2. API Keys Must Be Set
python
# ❌ Missing API key
model = init_chat_model("gpt-4o")
# Error: OPENAI_API_KEY not set
# ✅ Set environment variable or pass explicitly
import os
os.environ["OPENAI_API_KEY"] = "sk-..."
model = init_chat_model("gpt-4o", api_key="sk-...")

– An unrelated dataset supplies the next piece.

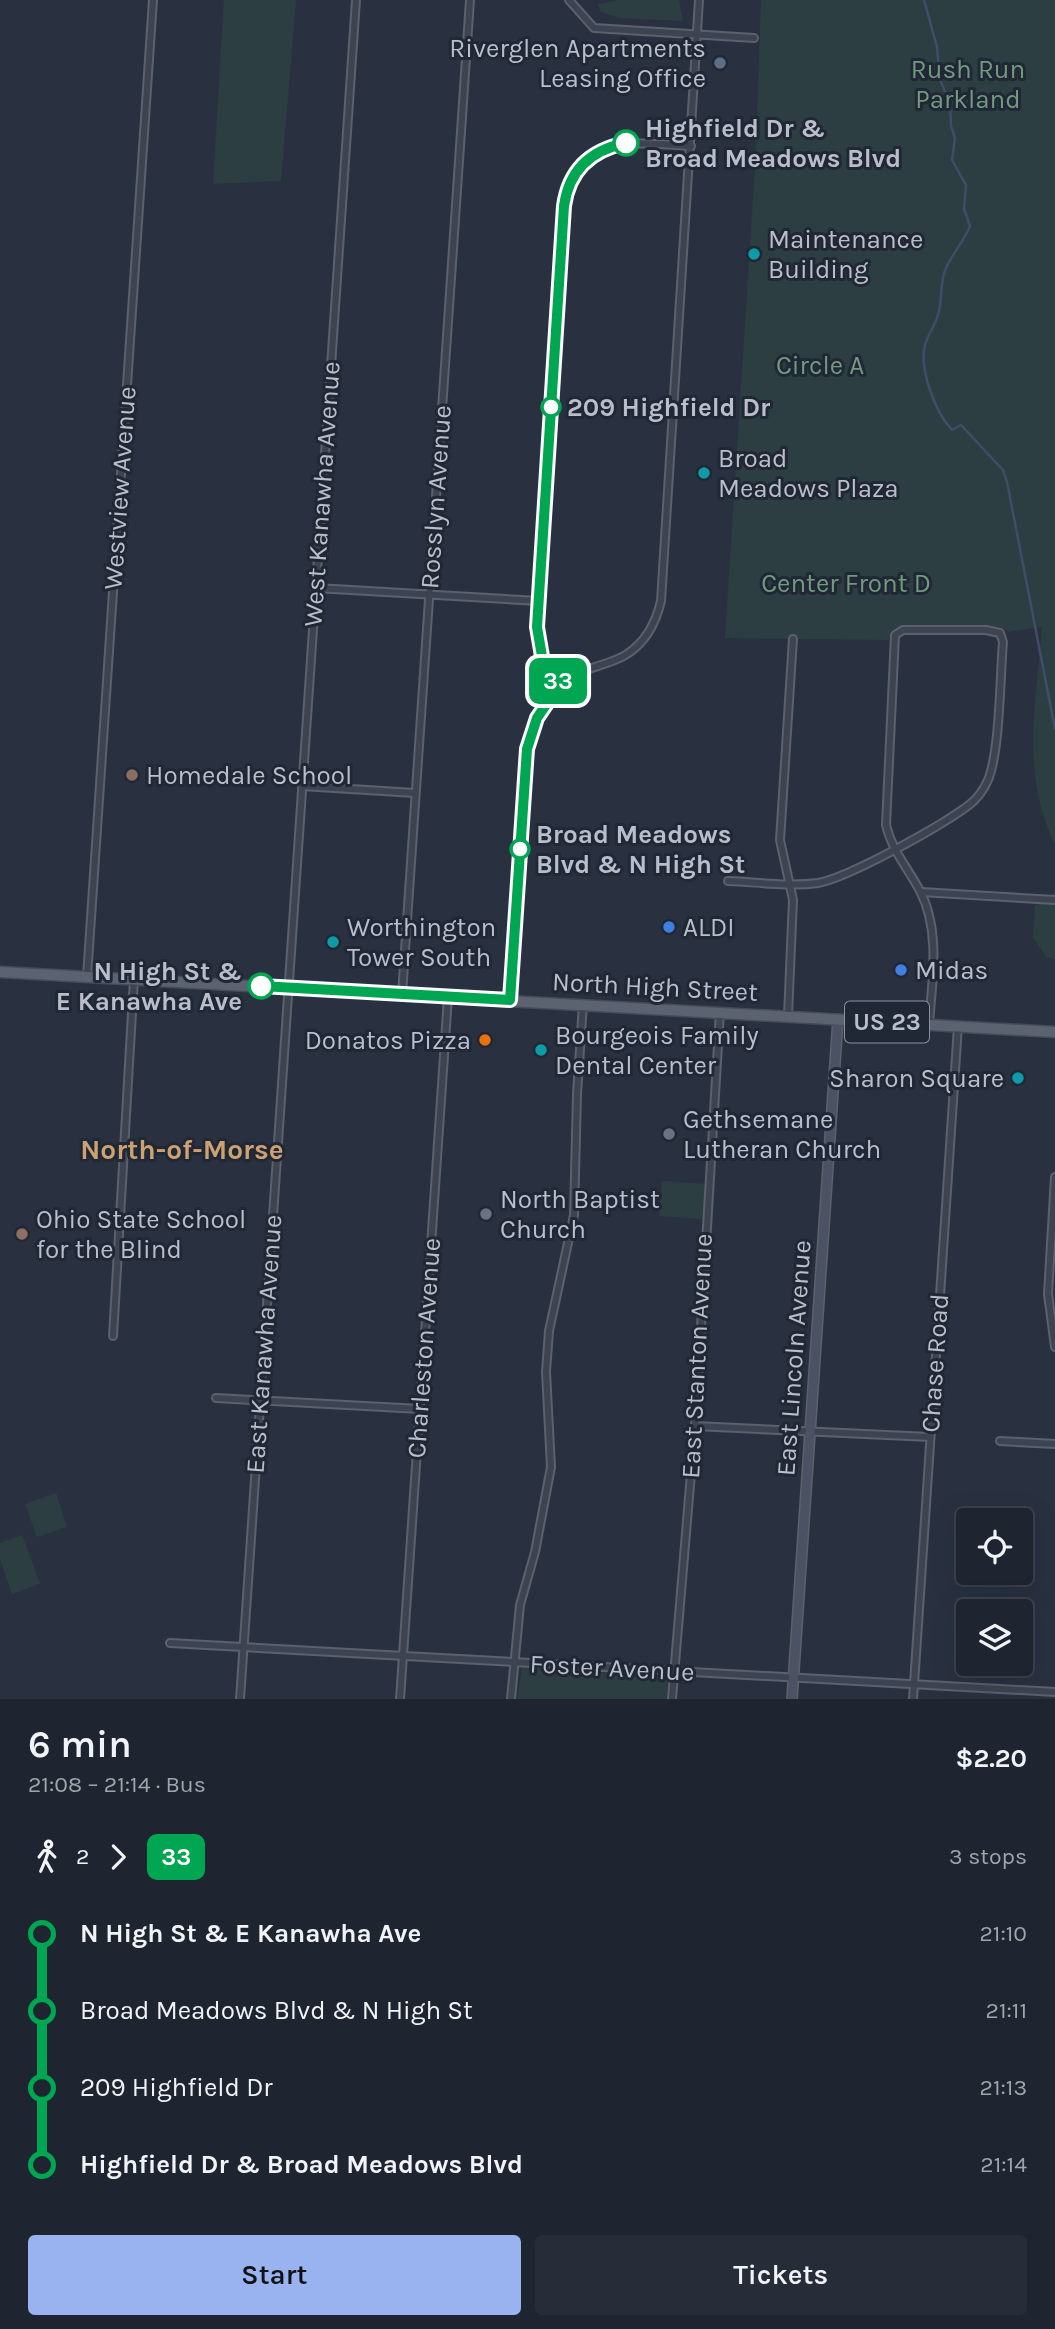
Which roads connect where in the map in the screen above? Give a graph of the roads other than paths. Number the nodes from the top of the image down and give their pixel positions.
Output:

3. Provider Syntax Differences
python
# ❌ Wrong provider string format
model = init_chat_model("openai:gpt-4o") # Wrong!
# ✅ Correct syntax
model = init_chat_model("gpt-4o", model_provider="openai")
# Alternative shorthand (provider prefix)
model2 = init_chat_model("google-genai:gemini-2.5-flash-lite")
4. Multimodal Support Varies
python
# ❌ Not all models support images
model = init_chat_model("gpt-4o-mini") # No vision
response = model.invoke([
{"type": "text", "text": "What's in this image?"},
{"type": "image", "url": "..."}, # Won't work!
])
# ✅ Use vision-capable models
vision_model = init_chat_model("gpt-4o") # Has vision
vision_model2 = init_chat_model("claude-sonnet-4-5-20250929")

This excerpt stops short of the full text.